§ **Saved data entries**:
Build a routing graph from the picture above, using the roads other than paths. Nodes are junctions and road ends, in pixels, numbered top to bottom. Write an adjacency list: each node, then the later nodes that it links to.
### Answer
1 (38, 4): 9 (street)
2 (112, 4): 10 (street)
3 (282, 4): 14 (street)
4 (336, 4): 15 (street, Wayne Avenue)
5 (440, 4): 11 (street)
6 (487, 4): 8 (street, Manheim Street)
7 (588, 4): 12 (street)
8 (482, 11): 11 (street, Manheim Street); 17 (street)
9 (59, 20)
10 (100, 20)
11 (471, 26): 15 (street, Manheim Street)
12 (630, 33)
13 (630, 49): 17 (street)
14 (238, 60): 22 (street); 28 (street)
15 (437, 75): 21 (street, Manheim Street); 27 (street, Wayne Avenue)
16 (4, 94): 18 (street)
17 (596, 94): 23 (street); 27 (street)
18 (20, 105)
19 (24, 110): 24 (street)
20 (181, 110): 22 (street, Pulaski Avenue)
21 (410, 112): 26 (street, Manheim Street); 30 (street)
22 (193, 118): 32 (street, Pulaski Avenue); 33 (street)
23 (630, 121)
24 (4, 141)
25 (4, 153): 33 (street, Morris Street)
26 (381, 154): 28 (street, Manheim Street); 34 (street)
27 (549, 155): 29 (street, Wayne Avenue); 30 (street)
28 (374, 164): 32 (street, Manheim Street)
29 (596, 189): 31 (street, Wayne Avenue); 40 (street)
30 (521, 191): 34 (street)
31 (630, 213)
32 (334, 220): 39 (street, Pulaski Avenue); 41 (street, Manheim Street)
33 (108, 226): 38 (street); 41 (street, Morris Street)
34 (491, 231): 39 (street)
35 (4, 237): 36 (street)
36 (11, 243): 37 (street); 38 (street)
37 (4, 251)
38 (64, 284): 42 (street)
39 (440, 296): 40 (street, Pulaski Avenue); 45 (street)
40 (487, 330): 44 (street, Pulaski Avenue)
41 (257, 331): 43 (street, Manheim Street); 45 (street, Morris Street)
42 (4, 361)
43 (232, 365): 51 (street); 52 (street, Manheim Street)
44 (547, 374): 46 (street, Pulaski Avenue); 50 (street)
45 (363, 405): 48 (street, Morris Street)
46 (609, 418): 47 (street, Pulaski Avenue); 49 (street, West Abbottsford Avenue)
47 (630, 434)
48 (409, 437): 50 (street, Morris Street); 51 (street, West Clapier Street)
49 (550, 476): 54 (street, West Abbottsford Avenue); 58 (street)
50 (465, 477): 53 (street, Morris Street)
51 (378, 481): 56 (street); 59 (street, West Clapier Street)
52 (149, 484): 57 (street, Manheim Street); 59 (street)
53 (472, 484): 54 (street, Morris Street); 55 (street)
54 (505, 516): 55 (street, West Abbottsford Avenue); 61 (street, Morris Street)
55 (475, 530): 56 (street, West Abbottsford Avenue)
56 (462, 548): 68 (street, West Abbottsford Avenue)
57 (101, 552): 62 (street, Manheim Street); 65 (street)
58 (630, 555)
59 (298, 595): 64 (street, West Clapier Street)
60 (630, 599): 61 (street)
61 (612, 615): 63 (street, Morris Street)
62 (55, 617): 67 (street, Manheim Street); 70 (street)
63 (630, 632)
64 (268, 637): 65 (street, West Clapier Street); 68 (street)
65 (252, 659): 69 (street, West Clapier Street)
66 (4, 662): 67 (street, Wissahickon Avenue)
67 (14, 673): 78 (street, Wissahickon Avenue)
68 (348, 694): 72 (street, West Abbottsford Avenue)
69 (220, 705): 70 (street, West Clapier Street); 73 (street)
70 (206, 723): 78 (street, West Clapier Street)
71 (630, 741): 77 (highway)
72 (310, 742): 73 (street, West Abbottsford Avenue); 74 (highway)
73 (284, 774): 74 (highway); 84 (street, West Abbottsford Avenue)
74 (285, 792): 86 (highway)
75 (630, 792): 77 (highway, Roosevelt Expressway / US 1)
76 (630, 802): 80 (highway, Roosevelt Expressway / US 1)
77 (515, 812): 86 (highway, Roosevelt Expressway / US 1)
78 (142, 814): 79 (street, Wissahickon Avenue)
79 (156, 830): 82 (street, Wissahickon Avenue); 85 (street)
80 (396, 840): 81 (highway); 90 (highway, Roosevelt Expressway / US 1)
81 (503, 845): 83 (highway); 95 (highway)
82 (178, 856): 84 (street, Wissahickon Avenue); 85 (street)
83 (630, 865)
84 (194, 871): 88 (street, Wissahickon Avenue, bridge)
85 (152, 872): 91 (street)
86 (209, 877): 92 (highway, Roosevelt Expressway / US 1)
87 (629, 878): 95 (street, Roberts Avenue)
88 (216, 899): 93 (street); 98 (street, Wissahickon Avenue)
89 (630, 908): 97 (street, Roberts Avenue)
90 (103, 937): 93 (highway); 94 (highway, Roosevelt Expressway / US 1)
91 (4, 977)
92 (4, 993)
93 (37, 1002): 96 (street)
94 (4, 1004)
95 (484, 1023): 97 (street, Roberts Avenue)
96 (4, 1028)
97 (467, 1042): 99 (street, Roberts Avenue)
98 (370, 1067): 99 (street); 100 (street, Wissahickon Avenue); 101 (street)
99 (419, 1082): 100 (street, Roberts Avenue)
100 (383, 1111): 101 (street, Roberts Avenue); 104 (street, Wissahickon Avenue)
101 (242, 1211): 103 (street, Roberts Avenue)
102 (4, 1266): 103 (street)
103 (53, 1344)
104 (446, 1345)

§ **Task item**:
Nothing should be left out. Reproduce all the entries precisely.

§ **Your solution**:
Build a routing graph from the picture above, using the roads other than paths. Nodes are junctions and road ends, in pixels, numbered top to bottom. Write an adjacency list: each node, then the later nodes that it links to.
### Answer
1 (38, 4): 9 (street)
2 (112, 4): 10 (street)
3 (282, 4): 14 (street)
4 (336, 4): 15 (street, Wayne Avenue)
5 (440, 4): 11 (street)
6 (487, 4): 8 (street, Manheim Street)
7 (588, 4): 12 (street)
8 (482, 11): 11 (street, Manheim Street); 17 (street)
9 (59, 20)
10 (100, 20)
11 (471, 26): 15 (street, Manheim Street)
12 (630, 33)
13 (630, 49): 17 (street)
14 (238, 60): 22 (street); 28 (street)
15 (437, 75): 21 (street, Manheim Street); 27 (street, Wayne Avenue)
16 (4, 94): 18 (street)
17 (596, 94): 23 (street); 27 (street)
18 (20, 105)
19 (24, 110): 24 (street)
20 (181, 110): 22 (street, Pulaski Avenue)
21 (410, 112): 26 (street, Manheim Street); 30 (street)
22 (193, 118): 32 (street, Pulaski Avenue); 33 (street)
23 (630, 121)
24 (4, 141)
25 (4, 153): 33 (street, Morris Street)
26 (381, 154): 28 (street, Manheim Street); 34 (street)
27 (549, 155): 29 (street, Wayne Avenue); 30 (street)
28 (374, 164): 32 (street, Manheim Street)
29 (596, 189): 31 (street, Wayne Avenue); 40 (street)
30 (521, 191): 34 (street)
31 (630, 213)
32 (334, 220): 39 (street, Pulaski Avenue); 41 (street, Manheim Street)
33 (108, 226): 38 (street); 41 (street, Morris Street)
34 (491, 231): 39 (street)
35 (4, 237): 36 (street)
36 (11, 243): 37 (street); 38 (street)
37 (4, 251)
38 (64, 284): 42 (street)
39 (440, 296): 40 (street, Pulaski Avenue); 45 (street)
40 (487, 330): 44 (street, Pulaski Avenue)
41 (257, 331): 43 (street, Manheim Street); 45 (street, Morris Street)
42 (4, 361)
43 (232, 365): 51 (street); 52 (street, Manheim Street)
44 (547, 374): 46 (street, Pulaski Avenue); 50 (street)
45 (363, 405): 48 (street, Morris Street)
46 (609, 418): 47 (street, Pulaski Avenue); 49 (street, West Abbottsford Avenue)
47 (630, 434)
48 (409, 437): 50 (street, Morris Street); 51 (street, West Clapier Street)
49 (550, 476): 54 (street, West Abbottsford Avenue); 58 (street)
50 (465, 477): 53 (street, Morris Street)
51 (378, 481): 56 (street); 59 (street, West Clapier Street)
52 (149, 484): 57 (street, Manheim Street); 59 (street)
53 (472, 484): 54 (street, Morris Street); 55 (street)
54 (505, 516): 55 (street, West Abbottsford Avenue); 61 (street, Morris Street)
55 (475, 530): 56 (street, West Abbottsford Avenue)
56 (462, 548): 68 (street, West Abbottsford Avenue)
57 (101, 552): 62 (street, Manheim Street); 65 (street)
58 (630, 555)
59 (298, 595): 64 (street, West Clapier Street)
60 (630, 599): 61 (street)
61 (612, 615): 63 (street, Morris Street)
62 (55, 617): 67 (street, Manheim Street); 70 (street)
63 (630, 632)
64 (268, 637): 65 (street, West Clapier Street); 68 (street)
65 (252, 659): 69 (street, West Clapier Street)
66 (4, 662): 67 (street, Wissahickon Avenue)
67 (14, 673): 78 (street, Wissahickon Avenue)
68 (348, 694): 72 (street, West Abbottsford Avenue)
69 (220, 705): 70 (street, West Clapier Street); 73 (street)
70 (206, 723): 78 (street, West Clapier Street)
71 (630, 741): 77 (highway)
72 (310, 742): 73 (street, West Abbottsford Avenue); 74 (highway)
73 (284, 774): 74 (highway); 84 (street, West Abbottsford Avenue)
74 (285, 792): 86 (highway)
75 (630, 792): 77 (highway, Roosevelt Expressway / US 1)
76 (630, 802): 80 (highway, Roosevelt Expressway / US 1)
77 (515, 812): 86 (highway, Roosevelt Expressway / US 1)
78 (142, 814): 79 (street, Wissahickon Avenue)
79 (156, 830): 82 (street, Wissahickon Avenue); 85 (street)
80 (396, 840): 81 (highway); 90 (highway, Roosevelt Expressway / US 1)
81 (503, 845): 83 (highway); 95 (highway)
82 (178, 856): 84 (street, Wissahickon Avenue); 85 (street)
83 (630, 865)
84 (194, 871): 88 (street, Wissahickon Avenue, bridge)
85 (152, 872): 91 (street)
86 (209, 877): 92 (highway, Roosevelt Expressway / US 1)
87 (629, 878): 95 (street, Roberts Avenue)
88 (216, 899): 93 (street); 98 (street, Wissahickon Avenue)
89 (630, 908): 97 (street, Roberts Avenue)
90 (103, 937): 93 (highway); 94 (highway, Roosevelt Expressway / US 1)
91 (4, 977)
92 (4, 993)
93 (37, 1002): 96 (street)
94 (4, 1004)
95 (484, 1023): 97 (street, Roberts Avenue)
96 (4, 1028)
97 (467, 1042): 99 (street, Roberts Avenue)
98 (370, 1067): 99 (street); 100 (street, Wissahickon Avenue); 101 (street)
99 (419, 1082): 100 (street, Roberts Avenue)
100 (383, 1111): 101 (street, Roberts Avenue); 104 (street, Wissahickon Avenue)
101 (242, 1211): 103 (street, Roberts Avenue)
102 (4, 1266): 103 (street)
103 (53, 1344)
104 (446, 1345)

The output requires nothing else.